The Museum of Economic Botany is the hidden treasure of Adelaide’s
cultural landscape. I went into the Botanical Gardens for the first time in
years to visit the Tamara Dean photographs in the temporary exhibition space at
the Museum. I was excited to find so much more in both the gardens themselves
and the museum’s recently restored collection. On our way to the museum, we
wandered down the central path, lined with Morton Bay Fig trees that had been planted
in the 1880s, and I felt as though I was on another continent. In this oasis of
lush green, rainforest-like coverage, I was reminded of my visit to the
Botanical Gardens in Rio de Janiero where the first British settlers to South
Australia had stopped to pick up plant specimens on their way to the antipodes.
In some cases I could spot the specimens that had been brought with on the
first fleets in 1836.
Among the plants that must have been in South Australia since
the British arrived were some giant Amazonian lily pads in a greenhouse at the
end of the central avenue. I remembered having seen the exact same lilies in Rio’s
Botanical Gardens, though of course, in Brazil they were outdoors in their
natural environment. A story accompanied each of the lilies on the side of
their basin in Adelaide’s Botanical Gardens, making the flowers romantic and
mysterious. If nothing else, the charming stories entice visitors to spend more
time in the greenhouse looking at the lilypads.
The Museum of Economic Botany with its Greek revival façade and
interior was the brainchild of botanist Richard Schombergk, an obsessive
collector and archivist of plants and their derivatives. Before visiting
Adelaide’s museum, I had never heard of the phenomenon of a Museum of Economic
Botany. I quickly discovered that the “economic” in the title means specimens with
a use value, that is, that could be bought and sold.

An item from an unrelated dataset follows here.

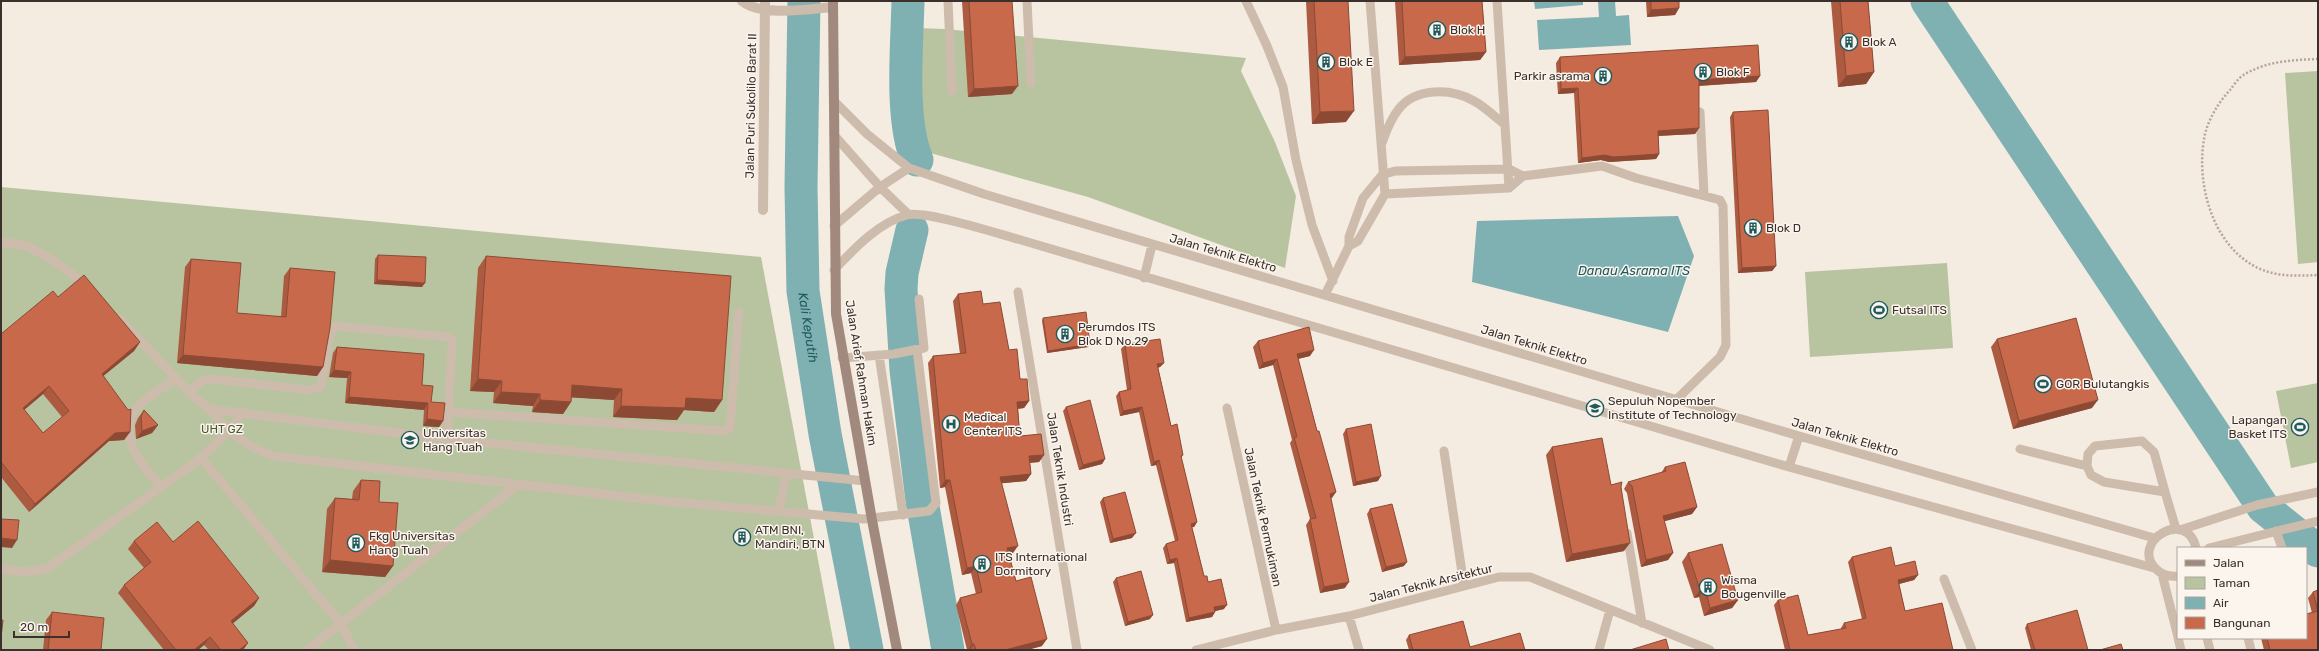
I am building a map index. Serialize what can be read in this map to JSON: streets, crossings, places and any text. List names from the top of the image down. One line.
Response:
{"streets":{"main road":["Jalan Arief Rahman Hakim"],"street":["Jalan Puri Sukolilo Barat II"],"lane":["Jalan Teknik Elektro","Jalan Teknik Industri","Jalan Teknik Permukiman","Jalan Teknik Arsitektur"]},"crossings":[["Jalan Teknik Elektro","Jalan Arief Rahman Hakim"],["Jalan Teknik Permukiman","Jalan Teknik Arsitektur"]],"water":["Danau Asrama ITS","Kali Keputih"],"parks":["UHT GZ"],"places":{"building":["Blok H","Blok A","Blok E","Blok F","Parkir asrama","Blok D","Perumdos ITS Blok D No.29","ATM BNI, Mandiri, BTN","Fkg Universitas Hang Tuah","ITS International Dormitory","Wisma Bougenville"],"sports":["Futsal ITS","GOR Bulutangkis","Lapangan Basket ITS"],"school or university":["Sepuluh Nopember Institute of Technology","Universitas Hang Tuah"],"hospital":["Medical Center ITS"]},"legend":["Jalan","Taman","Air","Bangunan"],"scale_bar":"20 m"}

Lifelike papier maché apples |
Three original glass display cases are filled with seemingly
hundreds of papier maché apples, pears and mushrooms. The pears and apples in
particular were so real that I could imagine reaching into the case and taking
a bite from the fresh fruit. The fruit are a kind of document of all the
species of apples and pears growing in Australia, made by a German company
called Heinrich Arnoldi. The museum catalogue explains that a number of the
species of each fruit are now extinct, making the models archival documents of
an otherwise forgotten history.
Interior of MEB with original display cases |
The display cases in the central part of the museum were
filled to the brim with papers, woods, nuts, oils, fruits, plant derivatives
such as medicines, dyes, waxes and soaps. The list of uses of the natural world
is astonishing. Perhaps most thrilling is that the plants are all arranged in
their families. Schombergk had taken the system from Kew Museum (on which the
Adelaide installment is clearly based). Thus, we discover the unlikely relationship
between carrots and the deadly poison hemlock, between walnuts and opium
poppies. And the pride of the museum pieces are magnificent: a double coconut,
Guinean squash or cucumbers the skin of which is used as a penis cover, and
exquisite bark made paper, mats and ornaments.

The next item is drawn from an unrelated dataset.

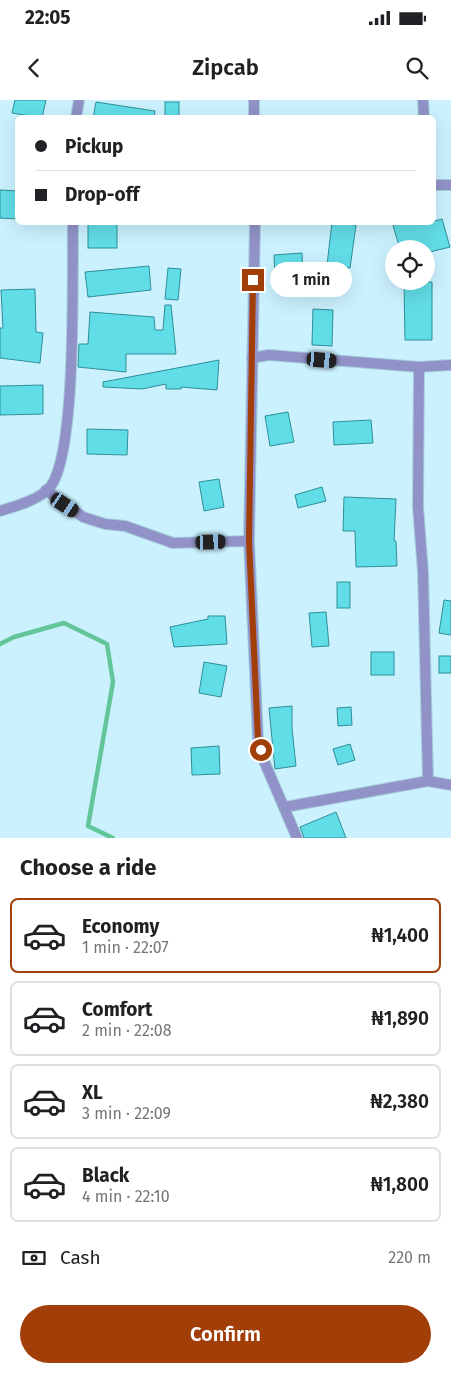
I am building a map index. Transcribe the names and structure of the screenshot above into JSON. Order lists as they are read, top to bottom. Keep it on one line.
{"page":{"status":"22:05","header":"Zipcab","banner":["Pickup","Drop-off"],"bubble":"1 min","heading":"Choose a ride","list":[{"name":"Economy","note":"1 min · 22:07","value":"₦1,400"},{"name":"Comfort","note":"2 min · 22:08","value":"₦1,890"},{"name":"XL","note":"3 min · 22:09","value":"₦2,380"},{"name":"Black","note":"4 min · 22:10","value":"₦1,800"}],"pay":["Cash","220 m"],"buttons":"Confirm"}}
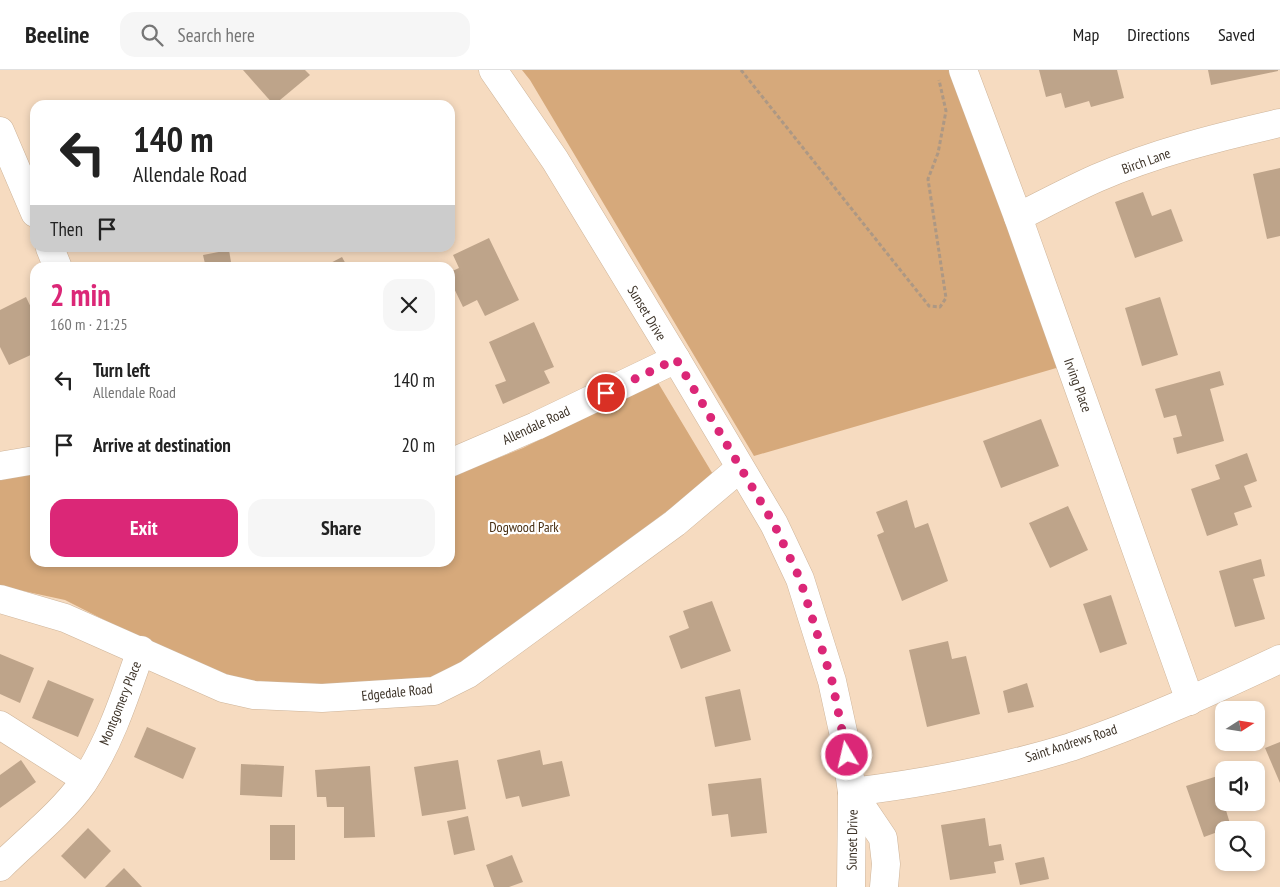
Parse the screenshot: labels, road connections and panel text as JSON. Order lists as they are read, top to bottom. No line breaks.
{"streets":{"street":["Birch Lane","Sunset Drive","Irving Place","Allendale Road","Edgedale Road","Montgomery Place","Saint Andrews Road"]},"crossings":[["Birch Lane","Irving Place"],["Sunset Drive","Allendale Road"],["Sunset Drive","Edgedale Road"],["Sunset Drive","Saint Andrews Road"],["Irving Place","Saint Andrews Road"],["Edgedale Road","Montgomery Place"]],"parks":["Dogwood Park"],"north":"right","page":{"header":"Beeline","search":"Search here","nav":["Map","Directions","Saved"],"turn":["140 m","Allendale Road"],"then":"Then","heading":["2 min","160 m · 21:25"],"list":[{"name":"Turn left","note":"Allendale Road","value":"140 m"},{"name":"Arrive at destination","value":"20 m"}],"buttons":["Exit","Share"]}}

Schombergk’s was the era of colonial attempts to document
and organize, to create knowledge through collecting, and advance through
scientific discovery. The display cases and organization mirror this era with specimens
crowded together as they would have been in the 19th century. And
while the Museum of Economic Botany is named by the fact that every item in the
collection has a use value, economic embraces its double meaning. All of the
plants on display have an economic value, not only can that be bought and sold,
but also, they demonstrate the re-use value and, ironically for an institution
established in the late 19th century, the recycle value of the
different parts of each specimen. Thus, stepping inside is to take a journey
into the 19th century mind and its organization of information.
While most tourists to Adelaide are guided towards the
Barossa Valley, Kangaroo Island, Rundle Mall and the Adelaide Hills, the
Botanical Gardens and the Museum of Economic Botany should be a priority. As
Australia becomes increasingly conscious and respectful of its history, the museum
has a unique place in the preservation of a somewhat eccentric part of this
history with its commitment to collecting, organizing, and displaying objects
that, today, we happily consume or discard.